CIS-4400-Project

For HW1 & HW2

Project Goal

This is as much a data exploratory project as much as a data warehouse and BI solution project. I'm looking to create a data pipeline where users would be able to monitor drinking water quality in NYC. This should allow us to perform analytics to identify trends in turbidity, flouride, coliform & e. coli over time. It should also allow us to localize areas where water quality levels are problematic.

Business Requirements

Being able to detect any deviations from expected levels of turbidity, fluoride, coliform & e.coli.
Being able to detect a trend in water quality over time
Retrieving information for either compliance or operational reasons

Functional Requirements

The system should return the latitude and longitude values for each instance of sampling where water quality is irregular.
The system should categorize instances where the four indicators are outside expected range
Users should be able to filter water quality information based on the reason for sampling.

Data Requirements

Data web-source: https://data.cityofnewyork.us/Environment/Drinking-Water-Quality-Distribution-Monitoring-Dat/bkwf-xfky/about_data
Data download-link:
- Water Quality: https://data.cityofnewyork.us/api/views/bkwf-xfky/rows.csv?fourfour=bkwf-xfky&cacheBust=1729258068&date=20241022&accessType=DOWNLOAD
  - Columns: 10
  - Rows: 149000
- Test Site Codes: https://data.cityofnewyork.us/api/views/bkwf-xfky/files/e93e4856-95f7-48d4-b4c0-fa54989cdbfc?download=true&filename=OpenData_Distribution_Water_Quality_Sampling_Sites_Updated_2021-0618.csv
  - Columns: 4
  - Rows: 401

Data Dictionary

https://data.cityofnewyork.us/api/views/bkwf-xfky/files/e1ea5f79-01fe-474c-b625-84a7cc004c27?download=true&filename=OpenData_DataDictionary_DWQO_Distribution_Chem-Micro_20210622.xlsx

Dimensions & Facts

Dimensions
- Sample Number | Sample Date | Sample Time | Sample Site | Sample class |
- Sample Station (SS) - Location Description
Facts
- Residual Free Chlorine (mg/L) | Turbidity (NTU) | Flouride (mg/L) |
- Coliform (Quanti-Tray)(MPN/100mL) | E.coli(Quanti-Tray)(MPN/100mL)
- X - Coordinate | Y - Coordinate

Architectures

Information Architecture

The following will show the two parts of information architecture: data processing and franchising.

Data Processing
The process begins by acquiring the download links for the drinking water & sampling site excel files.

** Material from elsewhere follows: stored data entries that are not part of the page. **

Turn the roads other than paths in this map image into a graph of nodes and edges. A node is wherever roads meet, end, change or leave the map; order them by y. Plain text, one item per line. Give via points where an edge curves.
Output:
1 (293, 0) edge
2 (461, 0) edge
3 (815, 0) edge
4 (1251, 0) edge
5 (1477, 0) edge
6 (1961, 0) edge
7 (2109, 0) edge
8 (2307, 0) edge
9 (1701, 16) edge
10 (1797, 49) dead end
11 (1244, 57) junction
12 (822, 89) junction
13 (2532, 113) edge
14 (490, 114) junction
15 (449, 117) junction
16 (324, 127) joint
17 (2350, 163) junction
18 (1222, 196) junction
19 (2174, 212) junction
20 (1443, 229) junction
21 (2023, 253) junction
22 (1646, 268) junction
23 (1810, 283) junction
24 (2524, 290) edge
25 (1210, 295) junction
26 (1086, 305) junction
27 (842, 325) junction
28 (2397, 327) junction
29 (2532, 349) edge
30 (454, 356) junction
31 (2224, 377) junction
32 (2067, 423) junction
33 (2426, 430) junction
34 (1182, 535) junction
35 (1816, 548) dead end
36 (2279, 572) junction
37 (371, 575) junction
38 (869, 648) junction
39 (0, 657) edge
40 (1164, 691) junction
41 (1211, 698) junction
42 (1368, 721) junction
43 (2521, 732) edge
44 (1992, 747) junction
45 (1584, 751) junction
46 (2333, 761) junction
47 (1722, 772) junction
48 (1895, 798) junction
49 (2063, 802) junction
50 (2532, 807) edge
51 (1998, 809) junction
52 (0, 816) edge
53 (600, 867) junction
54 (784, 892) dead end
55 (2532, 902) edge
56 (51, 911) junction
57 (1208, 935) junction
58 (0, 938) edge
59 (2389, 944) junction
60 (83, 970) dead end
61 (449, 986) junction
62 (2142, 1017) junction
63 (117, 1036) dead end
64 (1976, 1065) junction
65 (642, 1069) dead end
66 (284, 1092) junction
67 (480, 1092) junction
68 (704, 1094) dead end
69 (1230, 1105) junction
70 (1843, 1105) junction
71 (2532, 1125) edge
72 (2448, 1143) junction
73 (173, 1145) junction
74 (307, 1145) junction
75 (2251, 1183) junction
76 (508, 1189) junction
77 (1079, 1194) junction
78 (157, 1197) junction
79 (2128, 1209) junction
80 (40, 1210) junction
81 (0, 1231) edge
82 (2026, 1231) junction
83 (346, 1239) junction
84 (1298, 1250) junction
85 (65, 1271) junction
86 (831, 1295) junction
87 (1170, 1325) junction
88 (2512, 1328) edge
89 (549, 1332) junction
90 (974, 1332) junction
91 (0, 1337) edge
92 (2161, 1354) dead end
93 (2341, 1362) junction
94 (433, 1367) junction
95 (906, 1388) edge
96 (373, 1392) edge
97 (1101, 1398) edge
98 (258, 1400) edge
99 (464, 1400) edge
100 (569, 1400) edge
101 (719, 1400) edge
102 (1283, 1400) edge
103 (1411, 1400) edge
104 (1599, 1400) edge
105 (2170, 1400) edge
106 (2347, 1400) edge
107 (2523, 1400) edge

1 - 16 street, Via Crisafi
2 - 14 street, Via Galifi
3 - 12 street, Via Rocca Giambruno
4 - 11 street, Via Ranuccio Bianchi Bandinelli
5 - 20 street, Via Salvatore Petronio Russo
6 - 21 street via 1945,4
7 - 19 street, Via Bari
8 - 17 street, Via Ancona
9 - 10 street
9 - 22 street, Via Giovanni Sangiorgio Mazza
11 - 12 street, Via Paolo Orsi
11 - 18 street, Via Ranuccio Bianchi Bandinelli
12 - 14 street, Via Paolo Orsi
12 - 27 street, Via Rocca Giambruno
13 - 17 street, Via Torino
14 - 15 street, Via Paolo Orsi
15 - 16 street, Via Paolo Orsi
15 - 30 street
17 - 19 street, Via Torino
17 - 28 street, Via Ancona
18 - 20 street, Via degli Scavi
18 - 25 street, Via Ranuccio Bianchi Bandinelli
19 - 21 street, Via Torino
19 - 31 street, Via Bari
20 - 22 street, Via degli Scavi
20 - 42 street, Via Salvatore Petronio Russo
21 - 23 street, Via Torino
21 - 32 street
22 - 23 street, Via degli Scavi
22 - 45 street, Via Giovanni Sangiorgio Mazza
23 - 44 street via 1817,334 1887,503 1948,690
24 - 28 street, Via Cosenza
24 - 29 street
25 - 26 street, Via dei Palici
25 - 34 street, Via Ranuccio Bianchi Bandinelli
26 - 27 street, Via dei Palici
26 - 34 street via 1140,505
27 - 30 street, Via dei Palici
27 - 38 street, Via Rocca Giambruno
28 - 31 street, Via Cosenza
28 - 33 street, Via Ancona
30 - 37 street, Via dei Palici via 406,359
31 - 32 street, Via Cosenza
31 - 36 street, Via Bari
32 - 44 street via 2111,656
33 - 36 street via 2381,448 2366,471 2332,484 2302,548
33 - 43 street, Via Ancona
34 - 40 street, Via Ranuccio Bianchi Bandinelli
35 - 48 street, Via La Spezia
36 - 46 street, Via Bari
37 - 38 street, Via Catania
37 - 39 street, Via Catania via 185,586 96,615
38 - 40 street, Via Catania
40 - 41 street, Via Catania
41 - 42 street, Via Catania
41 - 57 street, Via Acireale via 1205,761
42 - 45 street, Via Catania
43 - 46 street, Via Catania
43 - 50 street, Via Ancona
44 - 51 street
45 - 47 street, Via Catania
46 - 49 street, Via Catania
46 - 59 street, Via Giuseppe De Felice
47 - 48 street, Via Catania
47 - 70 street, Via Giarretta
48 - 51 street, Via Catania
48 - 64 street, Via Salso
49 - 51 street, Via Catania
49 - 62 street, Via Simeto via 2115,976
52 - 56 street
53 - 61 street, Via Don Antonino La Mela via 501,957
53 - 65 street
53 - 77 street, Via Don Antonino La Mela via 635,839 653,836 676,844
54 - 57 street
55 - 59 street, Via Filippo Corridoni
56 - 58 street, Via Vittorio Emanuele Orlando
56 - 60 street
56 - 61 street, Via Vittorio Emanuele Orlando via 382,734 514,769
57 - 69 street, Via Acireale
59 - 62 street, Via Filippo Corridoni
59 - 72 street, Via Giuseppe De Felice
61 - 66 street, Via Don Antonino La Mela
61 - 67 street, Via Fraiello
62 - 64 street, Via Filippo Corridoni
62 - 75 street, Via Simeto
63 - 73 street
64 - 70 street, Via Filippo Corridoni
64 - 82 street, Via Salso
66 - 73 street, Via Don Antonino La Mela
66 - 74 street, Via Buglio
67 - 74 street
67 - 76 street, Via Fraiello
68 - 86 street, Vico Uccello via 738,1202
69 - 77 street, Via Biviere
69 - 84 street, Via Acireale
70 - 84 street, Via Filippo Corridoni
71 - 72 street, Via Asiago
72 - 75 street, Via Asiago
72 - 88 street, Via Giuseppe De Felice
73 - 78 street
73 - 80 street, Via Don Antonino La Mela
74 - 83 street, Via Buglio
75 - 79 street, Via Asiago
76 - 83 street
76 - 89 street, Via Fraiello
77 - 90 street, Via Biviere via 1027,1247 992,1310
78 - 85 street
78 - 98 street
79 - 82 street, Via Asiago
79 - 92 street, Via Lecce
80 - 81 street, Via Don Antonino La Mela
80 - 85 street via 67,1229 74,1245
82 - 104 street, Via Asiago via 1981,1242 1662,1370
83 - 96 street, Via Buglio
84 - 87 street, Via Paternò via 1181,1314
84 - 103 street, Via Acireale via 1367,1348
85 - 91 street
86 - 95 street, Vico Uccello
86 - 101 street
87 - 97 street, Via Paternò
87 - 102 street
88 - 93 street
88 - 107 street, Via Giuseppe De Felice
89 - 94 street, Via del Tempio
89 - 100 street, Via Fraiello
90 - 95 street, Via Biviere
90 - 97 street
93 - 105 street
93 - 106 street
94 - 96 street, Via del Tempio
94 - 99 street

The API will only fetch up to 1000 rows of data.
- There will be a script which uses a function to assign the downloaded csv file to a DataFrame variable.
Data will then be reformatted into appropriate data types that we can work with in Python/Visual Studio.
- This will be done for both sampling site data frame and drinking water data frame
- Ensures that no NaN/Null values exist in fields which should not have them.
- Ensures that all numerical, float, date & string values are appropriately assigned
A script will be written to combine the two data frames in a logical way. The drinking water's site code should be able to refer to the sampling site's code and fetch the location string value alongside the lat & lon values.
Transforming the data here will be similar to cleaning the data.
- There will be a script which will detect values are amiss from what's expected.
- There will be a script to filter out unexpected values & input appropriate ones per field requirements.
Finally the refined data will be stored in local/external drive. Data mart is uncessary due to small size of total data. It's also not live and fast paced data.

Data Franchising
After the first portion of processing data, we'll load the data to be further edited for BI usage.
- There will be a script/function to filter & create subsets of data based on categorical or numerical requirements (according to metrics).
- There will be scripts which transform the base numerical values into proportions/percentages for BI graph or measuring uses.
- Appropriate data such as lon & lat will be aggregated to locate areas of water quality issues.
We will then store the modified data per their variables in the local drive & then run them through our OLAP software(s) to attain reports & graphs.

Data Architecture

Our data architecture provides a general overview of the whole process and its end goal. Our data integration will mainly be done via python/visual studio.
There isn't that many sources and the small size of our data doesn't warrant a complex storage setup.

Dimensional Modeling

Dimensional modeling below is done via DBSchema and will be conceptualized in Azuresynapse.

Data Storage

Azure Blob - Azure storage will be used and all relevant files will be downloaded and uploaded onto a private container. The script for this was written in google collab.
We'll extract raw data via API and clean the data. Then reupload the cleaned version as a separate file onto our blob storage.

Data Warehouse

Snowflake - Usage of online Data Warehouse service called snowflake to fetch and filter the raw data from Azure Blob.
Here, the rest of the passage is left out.